Bombastic, self-righteous, and jingoistic--but also brilliant, politically masterful, and endlessly interesting--Roosevelt, "TR," became president in 1901 and, for the next 7 1/2 years, made the White House a volcano of political activism far different from the rather somnolent days of Rutherford B. Hayes or Benjamin Harrison.
Skillfully orchestrating public opinion as an instrument of political power, the popular young president pursued his goals: labor mediation, consumer protection, conservation, business virtue, and activism abroad. TR's hand-picked successor, William Howard Taft, lacked the master's political genius, however, and his administration was marked by sniping among former allies.
In the 1912 election, Theodore Roosevelt and Woodrow Wilson, together with Socialist Eugene Debs, offered competing visions of reform. Wilson won, and over the next four years, he played a pivotal leadership role as Congress enacted an imposing array of reform measures.
Wilson and his congressional allies turned next to that quintessential progressive cause, business regulation. Although candidate Wilson had shown little sympathy for the regulatory approach (with its implicit acknowledgment that giant corporations were here to stay), as president he shepherded through Congress two important regulatory measures.

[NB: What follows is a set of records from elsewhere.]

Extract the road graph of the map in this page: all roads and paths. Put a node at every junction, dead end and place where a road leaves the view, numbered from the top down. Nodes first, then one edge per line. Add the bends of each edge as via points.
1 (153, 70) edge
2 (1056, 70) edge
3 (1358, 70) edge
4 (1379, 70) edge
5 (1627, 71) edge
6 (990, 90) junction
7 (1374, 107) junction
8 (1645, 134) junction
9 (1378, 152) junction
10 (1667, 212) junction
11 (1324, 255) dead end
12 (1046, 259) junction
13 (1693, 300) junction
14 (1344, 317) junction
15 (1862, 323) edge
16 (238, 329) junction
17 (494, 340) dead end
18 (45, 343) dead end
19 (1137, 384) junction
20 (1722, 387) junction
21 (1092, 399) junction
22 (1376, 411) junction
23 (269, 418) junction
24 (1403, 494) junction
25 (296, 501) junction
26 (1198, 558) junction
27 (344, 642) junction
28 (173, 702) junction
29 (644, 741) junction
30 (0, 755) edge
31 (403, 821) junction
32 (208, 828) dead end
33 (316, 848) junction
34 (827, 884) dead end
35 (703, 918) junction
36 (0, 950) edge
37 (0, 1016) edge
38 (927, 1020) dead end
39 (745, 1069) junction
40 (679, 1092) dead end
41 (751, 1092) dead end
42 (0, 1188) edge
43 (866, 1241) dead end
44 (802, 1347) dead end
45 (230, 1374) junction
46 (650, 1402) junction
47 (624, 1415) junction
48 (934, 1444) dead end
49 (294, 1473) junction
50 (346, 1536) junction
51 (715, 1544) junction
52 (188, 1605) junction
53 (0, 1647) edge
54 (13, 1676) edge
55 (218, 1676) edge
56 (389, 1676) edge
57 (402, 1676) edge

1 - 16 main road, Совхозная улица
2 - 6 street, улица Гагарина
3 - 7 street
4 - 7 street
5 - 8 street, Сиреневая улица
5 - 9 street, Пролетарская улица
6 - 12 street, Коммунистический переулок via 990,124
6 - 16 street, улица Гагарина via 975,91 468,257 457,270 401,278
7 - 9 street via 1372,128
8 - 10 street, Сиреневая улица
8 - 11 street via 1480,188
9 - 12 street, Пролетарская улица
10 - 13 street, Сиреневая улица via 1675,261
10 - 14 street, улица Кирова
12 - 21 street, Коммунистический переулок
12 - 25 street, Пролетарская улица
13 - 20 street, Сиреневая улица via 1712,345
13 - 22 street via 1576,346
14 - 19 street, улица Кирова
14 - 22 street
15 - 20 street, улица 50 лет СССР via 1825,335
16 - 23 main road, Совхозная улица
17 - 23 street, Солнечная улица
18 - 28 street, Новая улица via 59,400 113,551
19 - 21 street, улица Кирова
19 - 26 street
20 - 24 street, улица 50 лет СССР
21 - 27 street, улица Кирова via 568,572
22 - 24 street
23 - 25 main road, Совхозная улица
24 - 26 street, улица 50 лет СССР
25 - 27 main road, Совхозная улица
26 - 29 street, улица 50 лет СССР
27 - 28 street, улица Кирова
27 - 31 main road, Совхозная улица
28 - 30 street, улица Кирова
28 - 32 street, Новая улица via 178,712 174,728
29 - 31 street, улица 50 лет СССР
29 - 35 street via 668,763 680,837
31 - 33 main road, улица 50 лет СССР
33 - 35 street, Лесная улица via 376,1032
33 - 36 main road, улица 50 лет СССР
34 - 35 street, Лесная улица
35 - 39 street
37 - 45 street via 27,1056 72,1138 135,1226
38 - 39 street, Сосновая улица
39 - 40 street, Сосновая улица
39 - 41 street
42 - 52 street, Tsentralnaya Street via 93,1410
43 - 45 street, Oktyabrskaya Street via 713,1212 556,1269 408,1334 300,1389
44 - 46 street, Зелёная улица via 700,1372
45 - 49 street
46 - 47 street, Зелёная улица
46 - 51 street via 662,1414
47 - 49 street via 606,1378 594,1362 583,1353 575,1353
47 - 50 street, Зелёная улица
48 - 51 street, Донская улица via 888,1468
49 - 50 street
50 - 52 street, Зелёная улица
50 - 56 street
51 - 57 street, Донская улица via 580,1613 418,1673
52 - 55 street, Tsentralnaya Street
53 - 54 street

These embodied somewhat different strategies. The first, the Federal Trade Commission Act (1914), reflected an administrative approach. This law created a five-member federal "watchdog" agency, the Federal Trade Commission (FTC),
with power to investigate suspected violations of federal regulatory statutes, to require regular reports from corporations, and to issue "cease and desist" orders (subject to court review) when it found unfair methods of business competition. (The Federal Trade Commission replaced an earlier agency, the Bureau of Corporations, set up in 1903.)
The second of these measures, the Clayton Antitrust Act (1914), took the more traditional approach of listing specific illegal activities. The Sherman Anti-Trust Act of 1890, although outlawing business practices "in restraint of trade," had remained vague about details.
The Clayton Act spelled out a series of such illegal practices, such as selling at a loss to monopolize a market.
Because some of the "watchdogs" Wilson appointed to the FTC were conservatives with big-business links, this agency did not play the active role reformers had hoped. But with the added clout of the Clayton Act, the Wilson administration filed antitrust suits against nearly a hundred corporations.
Sympathetic to labor, and leading a party historically identified with working people, Wilson supported the American Federation of Labor, defended workers' right to organize, and endorsed a Clayton Act clause that exempted strikes, boycotts, and peaceful picketing from the antitrust laws' prohibition of actions "in restraint of trade."
During the 1916 presidential campaign, Wilson and the Democratic congressional leadership pushed through three important worker-protection laws: the Keating-Owen Act, barring from interstate commerce products manufactured by child labor, the Adamson Act, establishing an eight-hour workday for interstate railway workers; and the Workmen's Compensation Act, providing accident and injury protection to federal workers. (The Keating-Owen Act was declared unconstitutional in 1918.
Later a 1919 law that placed a special tax on all goods manufactured by child labor was also ruled unconstitutional. But these laws paved the way for the final abolition of child labor by the Fair Labor Standards Act of 1938.)
Candidate Wilson also strongly supported the Federal Farm Loan Act and the Federal Warehouse Act (1916), which made it possible for farmers, using land or crops as security, to secure long-term, low-interest federal loans. The Federal Highway Act (1916), which matched federal funds with state appropriations for highway construction, benefited not only the new automobile industry but also farmers plagued by bad roads.